» Dataset excerpts
++++++

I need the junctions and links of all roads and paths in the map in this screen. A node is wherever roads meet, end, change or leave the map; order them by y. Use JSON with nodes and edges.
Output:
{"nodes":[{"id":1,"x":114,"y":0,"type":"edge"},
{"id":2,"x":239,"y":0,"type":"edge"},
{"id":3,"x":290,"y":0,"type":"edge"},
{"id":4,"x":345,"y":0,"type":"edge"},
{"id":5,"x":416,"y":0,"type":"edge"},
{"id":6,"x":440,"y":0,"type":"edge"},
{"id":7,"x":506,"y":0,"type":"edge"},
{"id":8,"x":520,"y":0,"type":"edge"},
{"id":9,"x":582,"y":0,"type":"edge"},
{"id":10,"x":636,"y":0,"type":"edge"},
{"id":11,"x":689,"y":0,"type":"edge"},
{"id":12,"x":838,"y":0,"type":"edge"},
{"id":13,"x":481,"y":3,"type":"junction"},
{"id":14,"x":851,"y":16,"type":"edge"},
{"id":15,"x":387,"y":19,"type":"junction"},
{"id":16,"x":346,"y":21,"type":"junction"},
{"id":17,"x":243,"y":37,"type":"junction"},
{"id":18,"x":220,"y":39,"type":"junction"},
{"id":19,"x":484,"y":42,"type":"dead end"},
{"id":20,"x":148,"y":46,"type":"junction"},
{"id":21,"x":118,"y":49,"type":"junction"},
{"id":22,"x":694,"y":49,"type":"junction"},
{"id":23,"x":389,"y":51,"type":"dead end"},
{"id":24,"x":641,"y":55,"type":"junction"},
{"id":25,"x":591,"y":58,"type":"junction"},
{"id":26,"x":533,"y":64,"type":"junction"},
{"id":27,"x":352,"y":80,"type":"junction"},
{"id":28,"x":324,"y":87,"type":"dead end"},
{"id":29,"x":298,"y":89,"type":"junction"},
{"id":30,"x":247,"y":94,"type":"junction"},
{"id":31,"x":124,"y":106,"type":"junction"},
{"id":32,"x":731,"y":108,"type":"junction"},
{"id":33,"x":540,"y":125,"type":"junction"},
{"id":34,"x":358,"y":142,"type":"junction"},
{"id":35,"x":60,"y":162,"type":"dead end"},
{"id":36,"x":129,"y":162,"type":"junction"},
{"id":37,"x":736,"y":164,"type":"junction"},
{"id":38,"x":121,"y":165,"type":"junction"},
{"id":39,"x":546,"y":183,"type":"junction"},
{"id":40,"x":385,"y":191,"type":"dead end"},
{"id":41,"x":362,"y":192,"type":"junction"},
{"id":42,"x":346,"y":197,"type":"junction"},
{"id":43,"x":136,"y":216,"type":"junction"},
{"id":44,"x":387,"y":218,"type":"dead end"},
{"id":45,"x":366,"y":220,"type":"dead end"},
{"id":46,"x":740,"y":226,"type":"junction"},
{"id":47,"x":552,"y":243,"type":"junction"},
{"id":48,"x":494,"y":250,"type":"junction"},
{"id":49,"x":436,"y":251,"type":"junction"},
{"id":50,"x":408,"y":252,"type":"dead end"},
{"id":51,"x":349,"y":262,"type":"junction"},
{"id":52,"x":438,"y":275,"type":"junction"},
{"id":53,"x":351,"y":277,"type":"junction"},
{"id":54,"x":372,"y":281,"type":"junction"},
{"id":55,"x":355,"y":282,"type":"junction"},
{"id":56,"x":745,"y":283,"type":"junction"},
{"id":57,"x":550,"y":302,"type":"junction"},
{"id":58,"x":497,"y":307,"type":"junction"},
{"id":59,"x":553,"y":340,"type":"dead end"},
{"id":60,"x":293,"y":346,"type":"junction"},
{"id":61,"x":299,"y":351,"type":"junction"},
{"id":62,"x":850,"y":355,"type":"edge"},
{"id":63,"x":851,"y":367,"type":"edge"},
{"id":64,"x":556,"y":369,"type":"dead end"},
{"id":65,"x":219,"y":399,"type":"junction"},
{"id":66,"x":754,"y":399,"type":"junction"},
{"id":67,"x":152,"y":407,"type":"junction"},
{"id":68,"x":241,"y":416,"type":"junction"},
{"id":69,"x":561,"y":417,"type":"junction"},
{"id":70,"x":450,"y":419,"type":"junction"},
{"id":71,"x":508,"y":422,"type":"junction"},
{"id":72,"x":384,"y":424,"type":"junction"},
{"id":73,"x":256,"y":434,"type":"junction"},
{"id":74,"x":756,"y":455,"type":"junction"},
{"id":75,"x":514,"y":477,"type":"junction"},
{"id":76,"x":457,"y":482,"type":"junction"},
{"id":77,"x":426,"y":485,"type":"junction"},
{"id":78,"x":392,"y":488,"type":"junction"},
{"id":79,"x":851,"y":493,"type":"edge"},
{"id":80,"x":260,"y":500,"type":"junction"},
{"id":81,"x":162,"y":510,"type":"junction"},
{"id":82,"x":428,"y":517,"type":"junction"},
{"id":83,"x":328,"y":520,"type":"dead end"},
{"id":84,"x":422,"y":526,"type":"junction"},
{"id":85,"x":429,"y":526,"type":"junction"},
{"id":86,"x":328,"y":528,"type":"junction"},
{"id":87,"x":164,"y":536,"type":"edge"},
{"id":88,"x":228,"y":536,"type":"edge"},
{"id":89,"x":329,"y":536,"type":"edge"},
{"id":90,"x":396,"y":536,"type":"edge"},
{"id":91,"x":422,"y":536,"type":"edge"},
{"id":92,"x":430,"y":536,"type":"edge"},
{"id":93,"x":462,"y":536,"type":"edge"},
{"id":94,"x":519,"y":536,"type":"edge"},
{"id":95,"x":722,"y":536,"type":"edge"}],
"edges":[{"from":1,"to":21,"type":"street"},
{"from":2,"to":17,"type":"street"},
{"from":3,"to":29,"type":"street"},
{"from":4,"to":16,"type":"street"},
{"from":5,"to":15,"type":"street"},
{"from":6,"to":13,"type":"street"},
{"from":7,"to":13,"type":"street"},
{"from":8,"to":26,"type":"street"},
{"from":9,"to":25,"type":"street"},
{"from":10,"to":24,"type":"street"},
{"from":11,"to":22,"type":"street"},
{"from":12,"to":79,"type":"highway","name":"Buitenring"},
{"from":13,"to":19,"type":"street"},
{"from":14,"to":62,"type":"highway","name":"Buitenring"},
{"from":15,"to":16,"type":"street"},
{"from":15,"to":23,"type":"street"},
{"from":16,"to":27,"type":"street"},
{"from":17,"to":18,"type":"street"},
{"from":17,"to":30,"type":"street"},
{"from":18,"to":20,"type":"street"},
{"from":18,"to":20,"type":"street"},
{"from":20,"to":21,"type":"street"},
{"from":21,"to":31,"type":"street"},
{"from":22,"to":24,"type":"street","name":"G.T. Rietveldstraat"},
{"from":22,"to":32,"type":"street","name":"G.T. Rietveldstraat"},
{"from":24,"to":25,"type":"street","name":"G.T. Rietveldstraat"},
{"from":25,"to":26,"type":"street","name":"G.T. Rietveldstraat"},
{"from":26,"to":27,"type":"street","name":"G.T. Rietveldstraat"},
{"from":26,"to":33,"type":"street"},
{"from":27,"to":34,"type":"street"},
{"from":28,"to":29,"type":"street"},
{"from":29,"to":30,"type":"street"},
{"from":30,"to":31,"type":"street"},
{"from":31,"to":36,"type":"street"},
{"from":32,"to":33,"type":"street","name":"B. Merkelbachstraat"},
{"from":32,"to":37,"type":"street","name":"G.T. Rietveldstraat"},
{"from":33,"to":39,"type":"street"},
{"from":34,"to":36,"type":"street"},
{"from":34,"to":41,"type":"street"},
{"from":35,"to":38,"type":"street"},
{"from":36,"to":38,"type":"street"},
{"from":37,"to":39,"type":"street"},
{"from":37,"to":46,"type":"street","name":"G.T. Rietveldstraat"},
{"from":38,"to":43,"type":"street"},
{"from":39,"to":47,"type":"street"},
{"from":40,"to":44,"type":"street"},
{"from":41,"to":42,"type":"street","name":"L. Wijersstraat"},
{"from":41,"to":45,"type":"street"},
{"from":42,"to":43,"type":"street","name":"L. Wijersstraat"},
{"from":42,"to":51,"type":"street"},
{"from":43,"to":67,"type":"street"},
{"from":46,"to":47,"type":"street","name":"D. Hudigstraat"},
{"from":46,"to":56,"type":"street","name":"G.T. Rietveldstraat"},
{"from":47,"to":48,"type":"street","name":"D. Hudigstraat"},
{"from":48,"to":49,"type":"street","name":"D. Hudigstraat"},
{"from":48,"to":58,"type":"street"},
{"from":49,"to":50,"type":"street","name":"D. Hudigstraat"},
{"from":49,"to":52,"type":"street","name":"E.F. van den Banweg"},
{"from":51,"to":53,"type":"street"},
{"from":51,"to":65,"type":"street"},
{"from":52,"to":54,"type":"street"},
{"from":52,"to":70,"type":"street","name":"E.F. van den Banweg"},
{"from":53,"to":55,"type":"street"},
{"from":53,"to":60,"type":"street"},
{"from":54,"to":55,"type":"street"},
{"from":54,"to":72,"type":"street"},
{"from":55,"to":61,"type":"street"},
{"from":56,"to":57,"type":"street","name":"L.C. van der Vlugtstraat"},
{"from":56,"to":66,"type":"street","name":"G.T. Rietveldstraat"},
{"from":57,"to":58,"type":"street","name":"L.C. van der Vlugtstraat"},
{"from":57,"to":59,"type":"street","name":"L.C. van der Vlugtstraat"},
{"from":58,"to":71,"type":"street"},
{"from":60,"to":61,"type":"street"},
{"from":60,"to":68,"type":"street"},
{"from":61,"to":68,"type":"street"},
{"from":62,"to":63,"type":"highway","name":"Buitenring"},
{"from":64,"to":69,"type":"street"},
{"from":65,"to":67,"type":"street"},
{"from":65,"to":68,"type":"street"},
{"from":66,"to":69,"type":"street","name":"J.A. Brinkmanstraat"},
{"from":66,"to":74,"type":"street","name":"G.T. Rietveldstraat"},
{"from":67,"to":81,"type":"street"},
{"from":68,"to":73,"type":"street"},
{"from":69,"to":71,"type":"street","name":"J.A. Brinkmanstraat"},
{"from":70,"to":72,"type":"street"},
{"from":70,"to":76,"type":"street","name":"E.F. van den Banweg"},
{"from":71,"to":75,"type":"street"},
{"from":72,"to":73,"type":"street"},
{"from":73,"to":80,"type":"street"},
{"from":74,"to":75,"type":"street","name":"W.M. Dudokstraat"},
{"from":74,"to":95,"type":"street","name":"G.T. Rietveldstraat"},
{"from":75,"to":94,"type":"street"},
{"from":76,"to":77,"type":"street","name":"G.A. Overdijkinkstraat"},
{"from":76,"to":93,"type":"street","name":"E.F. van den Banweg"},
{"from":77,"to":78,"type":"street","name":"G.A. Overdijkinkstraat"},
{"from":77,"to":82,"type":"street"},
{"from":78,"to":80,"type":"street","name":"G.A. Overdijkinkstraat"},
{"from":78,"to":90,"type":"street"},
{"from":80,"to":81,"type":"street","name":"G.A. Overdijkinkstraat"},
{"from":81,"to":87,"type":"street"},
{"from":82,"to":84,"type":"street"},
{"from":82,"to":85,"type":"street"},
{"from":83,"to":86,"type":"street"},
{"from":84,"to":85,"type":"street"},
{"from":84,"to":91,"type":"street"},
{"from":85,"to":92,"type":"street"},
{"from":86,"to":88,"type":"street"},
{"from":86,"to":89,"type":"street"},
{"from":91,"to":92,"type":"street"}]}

++++++

» Requirement
Return every line of the data above in which "Banweg" appears.

» Your response
{"from":49,"to":52,"type":"street","name":"E.F. van den Banweg"},
{"from":52,"to":70,"type":"street","name":"E.F. van den Banweg"},
{"from":70,"to":76,"type":"street","name":"E.F. van den Banweg"},
{"from":76,"to":93,"type":"street","name":"E.F. van den Banweg"},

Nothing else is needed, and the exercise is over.